**Records for the task**
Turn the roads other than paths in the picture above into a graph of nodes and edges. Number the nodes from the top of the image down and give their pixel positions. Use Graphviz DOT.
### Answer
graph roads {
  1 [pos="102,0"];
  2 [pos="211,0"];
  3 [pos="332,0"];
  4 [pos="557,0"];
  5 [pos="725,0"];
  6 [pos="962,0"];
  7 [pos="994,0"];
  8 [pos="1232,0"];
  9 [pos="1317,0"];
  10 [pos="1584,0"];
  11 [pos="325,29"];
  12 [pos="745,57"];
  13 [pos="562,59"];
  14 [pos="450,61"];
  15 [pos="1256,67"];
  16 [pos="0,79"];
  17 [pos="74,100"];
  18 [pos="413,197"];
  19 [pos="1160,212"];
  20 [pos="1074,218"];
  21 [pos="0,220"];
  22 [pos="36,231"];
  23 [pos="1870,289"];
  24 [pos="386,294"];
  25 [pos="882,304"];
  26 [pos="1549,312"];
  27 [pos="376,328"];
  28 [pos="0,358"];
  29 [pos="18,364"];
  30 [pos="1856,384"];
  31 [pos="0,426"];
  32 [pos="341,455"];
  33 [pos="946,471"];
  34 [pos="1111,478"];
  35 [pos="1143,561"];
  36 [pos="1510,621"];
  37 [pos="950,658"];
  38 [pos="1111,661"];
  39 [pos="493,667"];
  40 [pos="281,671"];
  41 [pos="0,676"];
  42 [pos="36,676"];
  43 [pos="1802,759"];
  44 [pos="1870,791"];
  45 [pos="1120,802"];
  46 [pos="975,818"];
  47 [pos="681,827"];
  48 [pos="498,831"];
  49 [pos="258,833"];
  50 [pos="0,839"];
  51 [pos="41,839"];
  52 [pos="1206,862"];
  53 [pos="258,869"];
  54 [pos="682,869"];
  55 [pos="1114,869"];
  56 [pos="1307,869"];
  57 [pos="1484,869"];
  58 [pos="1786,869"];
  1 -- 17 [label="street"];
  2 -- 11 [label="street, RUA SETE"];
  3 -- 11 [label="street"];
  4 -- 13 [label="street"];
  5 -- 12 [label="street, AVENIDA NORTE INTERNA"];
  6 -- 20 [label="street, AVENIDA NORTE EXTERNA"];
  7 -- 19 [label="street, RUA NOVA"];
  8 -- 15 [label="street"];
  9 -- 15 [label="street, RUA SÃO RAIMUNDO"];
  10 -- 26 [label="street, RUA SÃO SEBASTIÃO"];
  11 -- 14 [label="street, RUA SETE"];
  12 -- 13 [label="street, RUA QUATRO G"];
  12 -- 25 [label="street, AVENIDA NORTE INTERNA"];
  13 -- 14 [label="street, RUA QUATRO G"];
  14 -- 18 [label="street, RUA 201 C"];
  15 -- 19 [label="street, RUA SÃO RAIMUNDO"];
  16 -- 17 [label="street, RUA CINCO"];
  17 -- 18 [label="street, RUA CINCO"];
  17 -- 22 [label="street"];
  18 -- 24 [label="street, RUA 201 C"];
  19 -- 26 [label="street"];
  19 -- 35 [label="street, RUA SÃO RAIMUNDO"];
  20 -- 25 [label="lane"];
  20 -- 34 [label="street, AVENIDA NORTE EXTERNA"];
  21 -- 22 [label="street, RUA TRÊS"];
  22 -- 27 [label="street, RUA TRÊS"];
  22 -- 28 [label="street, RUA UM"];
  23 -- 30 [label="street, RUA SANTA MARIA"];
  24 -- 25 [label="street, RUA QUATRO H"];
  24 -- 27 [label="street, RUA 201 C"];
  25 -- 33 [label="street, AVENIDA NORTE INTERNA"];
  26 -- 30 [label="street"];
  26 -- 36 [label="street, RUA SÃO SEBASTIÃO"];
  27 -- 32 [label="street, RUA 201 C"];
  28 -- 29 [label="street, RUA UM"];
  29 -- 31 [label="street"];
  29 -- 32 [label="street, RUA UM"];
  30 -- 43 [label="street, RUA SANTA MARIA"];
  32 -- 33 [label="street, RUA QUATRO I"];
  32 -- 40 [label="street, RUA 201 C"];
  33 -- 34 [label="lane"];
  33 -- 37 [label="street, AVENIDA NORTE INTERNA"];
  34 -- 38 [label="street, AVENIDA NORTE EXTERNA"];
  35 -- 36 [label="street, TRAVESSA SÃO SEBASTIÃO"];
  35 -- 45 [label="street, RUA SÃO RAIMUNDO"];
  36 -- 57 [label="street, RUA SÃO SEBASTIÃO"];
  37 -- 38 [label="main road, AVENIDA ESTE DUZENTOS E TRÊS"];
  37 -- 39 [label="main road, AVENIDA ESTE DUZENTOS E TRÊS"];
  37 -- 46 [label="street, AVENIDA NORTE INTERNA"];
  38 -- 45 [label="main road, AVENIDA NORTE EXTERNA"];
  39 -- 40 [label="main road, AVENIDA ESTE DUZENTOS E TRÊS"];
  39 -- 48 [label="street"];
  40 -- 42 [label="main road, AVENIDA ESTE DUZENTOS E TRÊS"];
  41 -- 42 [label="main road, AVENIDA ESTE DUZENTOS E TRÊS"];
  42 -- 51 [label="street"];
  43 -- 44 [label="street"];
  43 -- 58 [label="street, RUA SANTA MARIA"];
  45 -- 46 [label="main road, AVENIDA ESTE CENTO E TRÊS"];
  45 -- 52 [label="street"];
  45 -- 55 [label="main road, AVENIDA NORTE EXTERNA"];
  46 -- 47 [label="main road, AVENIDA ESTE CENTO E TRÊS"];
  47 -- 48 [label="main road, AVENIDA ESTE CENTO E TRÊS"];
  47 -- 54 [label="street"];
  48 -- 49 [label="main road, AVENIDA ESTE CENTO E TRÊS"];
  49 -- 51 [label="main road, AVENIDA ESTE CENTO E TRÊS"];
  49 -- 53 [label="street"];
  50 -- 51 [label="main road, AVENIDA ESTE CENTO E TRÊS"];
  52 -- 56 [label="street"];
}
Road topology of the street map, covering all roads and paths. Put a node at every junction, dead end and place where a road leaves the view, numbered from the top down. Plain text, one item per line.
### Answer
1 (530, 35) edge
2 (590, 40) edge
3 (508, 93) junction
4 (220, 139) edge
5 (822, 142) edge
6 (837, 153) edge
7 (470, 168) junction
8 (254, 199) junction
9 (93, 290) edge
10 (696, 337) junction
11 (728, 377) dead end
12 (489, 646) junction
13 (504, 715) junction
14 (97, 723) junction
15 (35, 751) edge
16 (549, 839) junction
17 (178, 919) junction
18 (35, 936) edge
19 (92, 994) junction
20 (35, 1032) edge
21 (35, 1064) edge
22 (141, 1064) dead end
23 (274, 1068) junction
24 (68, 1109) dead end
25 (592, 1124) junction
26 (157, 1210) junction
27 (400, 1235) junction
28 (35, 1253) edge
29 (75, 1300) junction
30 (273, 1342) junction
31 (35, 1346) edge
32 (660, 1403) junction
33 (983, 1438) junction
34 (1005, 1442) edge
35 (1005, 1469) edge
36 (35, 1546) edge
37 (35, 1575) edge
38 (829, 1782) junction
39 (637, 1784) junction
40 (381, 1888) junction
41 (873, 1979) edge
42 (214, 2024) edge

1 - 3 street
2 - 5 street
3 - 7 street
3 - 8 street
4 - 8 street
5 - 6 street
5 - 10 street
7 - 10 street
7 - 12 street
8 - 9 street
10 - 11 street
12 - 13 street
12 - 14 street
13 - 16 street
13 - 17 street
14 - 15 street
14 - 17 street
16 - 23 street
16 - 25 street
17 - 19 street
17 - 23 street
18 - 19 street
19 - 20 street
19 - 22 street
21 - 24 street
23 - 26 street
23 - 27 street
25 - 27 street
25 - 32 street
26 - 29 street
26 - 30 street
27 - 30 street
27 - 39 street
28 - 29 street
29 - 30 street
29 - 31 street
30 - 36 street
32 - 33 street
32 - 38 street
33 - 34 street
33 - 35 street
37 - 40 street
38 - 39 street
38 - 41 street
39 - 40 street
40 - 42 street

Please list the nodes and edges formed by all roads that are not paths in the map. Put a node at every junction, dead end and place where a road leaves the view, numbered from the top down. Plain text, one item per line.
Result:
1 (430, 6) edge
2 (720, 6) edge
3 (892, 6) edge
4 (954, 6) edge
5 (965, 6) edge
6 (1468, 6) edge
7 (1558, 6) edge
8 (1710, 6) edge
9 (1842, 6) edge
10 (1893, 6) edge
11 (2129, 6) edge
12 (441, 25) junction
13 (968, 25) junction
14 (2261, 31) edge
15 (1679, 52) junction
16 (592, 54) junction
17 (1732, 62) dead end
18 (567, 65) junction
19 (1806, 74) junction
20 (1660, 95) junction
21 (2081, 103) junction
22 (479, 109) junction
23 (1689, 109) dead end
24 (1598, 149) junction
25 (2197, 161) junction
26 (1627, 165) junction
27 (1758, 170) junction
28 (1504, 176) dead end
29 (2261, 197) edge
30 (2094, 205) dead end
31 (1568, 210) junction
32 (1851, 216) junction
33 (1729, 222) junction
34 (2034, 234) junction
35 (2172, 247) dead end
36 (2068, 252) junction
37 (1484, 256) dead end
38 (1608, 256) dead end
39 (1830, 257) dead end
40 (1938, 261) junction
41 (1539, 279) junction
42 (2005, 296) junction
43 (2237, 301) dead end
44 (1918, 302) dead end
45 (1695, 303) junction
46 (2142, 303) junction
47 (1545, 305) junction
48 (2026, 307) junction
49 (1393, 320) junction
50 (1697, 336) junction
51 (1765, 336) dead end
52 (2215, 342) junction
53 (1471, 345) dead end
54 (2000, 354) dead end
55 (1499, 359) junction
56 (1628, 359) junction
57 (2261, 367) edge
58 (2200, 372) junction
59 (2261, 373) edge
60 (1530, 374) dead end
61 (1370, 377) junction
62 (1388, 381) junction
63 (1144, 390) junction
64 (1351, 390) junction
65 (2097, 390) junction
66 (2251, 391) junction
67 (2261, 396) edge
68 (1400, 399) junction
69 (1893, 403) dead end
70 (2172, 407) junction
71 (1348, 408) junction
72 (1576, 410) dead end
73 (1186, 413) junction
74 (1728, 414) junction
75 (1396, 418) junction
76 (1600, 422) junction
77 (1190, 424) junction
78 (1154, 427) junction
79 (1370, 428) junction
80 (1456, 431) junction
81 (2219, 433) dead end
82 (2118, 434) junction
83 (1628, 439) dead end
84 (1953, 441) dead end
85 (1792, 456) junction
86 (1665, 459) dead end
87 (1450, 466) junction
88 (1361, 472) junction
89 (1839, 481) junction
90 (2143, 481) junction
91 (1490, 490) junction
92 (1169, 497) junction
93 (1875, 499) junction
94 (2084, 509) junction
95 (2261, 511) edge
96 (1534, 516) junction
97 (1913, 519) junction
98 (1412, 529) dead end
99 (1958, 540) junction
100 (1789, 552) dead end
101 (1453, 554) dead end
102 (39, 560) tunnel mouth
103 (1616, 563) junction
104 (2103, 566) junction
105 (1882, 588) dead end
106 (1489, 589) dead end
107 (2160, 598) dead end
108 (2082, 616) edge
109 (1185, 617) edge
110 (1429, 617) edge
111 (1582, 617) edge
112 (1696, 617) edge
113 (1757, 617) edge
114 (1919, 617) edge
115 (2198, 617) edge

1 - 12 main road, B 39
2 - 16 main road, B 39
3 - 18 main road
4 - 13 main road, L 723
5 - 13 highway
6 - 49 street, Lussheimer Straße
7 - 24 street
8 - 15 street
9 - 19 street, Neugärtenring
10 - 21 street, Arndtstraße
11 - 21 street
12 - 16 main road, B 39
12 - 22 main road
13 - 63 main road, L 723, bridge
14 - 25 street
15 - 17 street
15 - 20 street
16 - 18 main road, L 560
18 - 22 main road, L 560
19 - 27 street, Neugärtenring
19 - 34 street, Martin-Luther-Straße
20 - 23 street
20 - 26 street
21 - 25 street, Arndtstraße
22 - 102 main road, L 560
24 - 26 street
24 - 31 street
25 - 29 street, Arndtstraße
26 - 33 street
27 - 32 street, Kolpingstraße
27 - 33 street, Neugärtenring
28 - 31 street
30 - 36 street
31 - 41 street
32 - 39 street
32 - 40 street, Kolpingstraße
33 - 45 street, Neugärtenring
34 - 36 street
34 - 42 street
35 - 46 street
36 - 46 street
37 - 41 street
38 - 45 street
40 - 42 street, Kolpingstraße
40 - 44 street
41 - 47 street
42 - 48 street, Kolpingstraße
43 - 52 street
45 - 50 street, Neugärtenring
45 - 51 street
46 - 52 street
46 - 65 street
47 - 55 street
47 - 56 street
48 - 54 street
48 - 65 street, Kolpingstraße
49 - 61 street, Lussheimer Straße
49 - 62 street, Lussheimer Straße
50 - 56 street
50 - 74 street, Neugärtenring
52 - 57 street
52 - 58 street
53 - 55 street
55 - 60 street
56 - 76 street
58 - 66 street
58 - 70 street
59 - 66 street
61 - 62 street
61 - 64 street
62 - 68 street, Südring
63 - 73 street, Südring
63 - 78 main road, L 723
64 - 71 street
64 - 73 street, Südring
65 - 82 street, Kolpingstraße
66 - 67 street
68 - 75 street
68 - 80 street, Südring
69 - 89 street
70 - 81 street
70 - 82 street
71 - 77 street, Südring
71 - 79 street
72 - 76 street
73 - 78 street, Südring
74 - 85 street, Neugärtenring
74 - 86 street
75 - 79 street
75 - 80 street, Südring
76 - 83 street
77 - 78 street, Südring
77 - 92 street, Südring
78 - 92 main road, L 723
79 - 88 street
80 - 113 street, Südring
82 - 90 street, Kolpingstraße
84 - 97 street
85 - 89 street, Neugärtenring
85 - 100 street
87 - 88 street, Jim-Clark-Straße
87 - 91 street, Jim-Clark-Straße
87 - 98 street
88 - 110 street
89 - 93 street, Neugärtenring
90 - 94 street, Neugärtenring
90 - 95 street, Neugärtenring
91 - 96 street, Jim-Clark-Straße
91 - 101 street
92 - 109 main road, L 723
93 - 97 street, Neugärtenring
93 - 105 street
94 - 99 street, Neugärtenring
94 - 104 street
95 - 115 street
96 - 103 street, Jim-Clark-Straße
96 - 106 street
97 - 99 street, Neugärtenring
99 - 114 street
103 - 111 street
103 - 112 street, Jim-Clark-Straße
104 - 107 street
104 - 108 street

**Task goal**
Say how many lines in the entries include the word "SEBASTIÃO", with no text around the number.

**Answer space**
4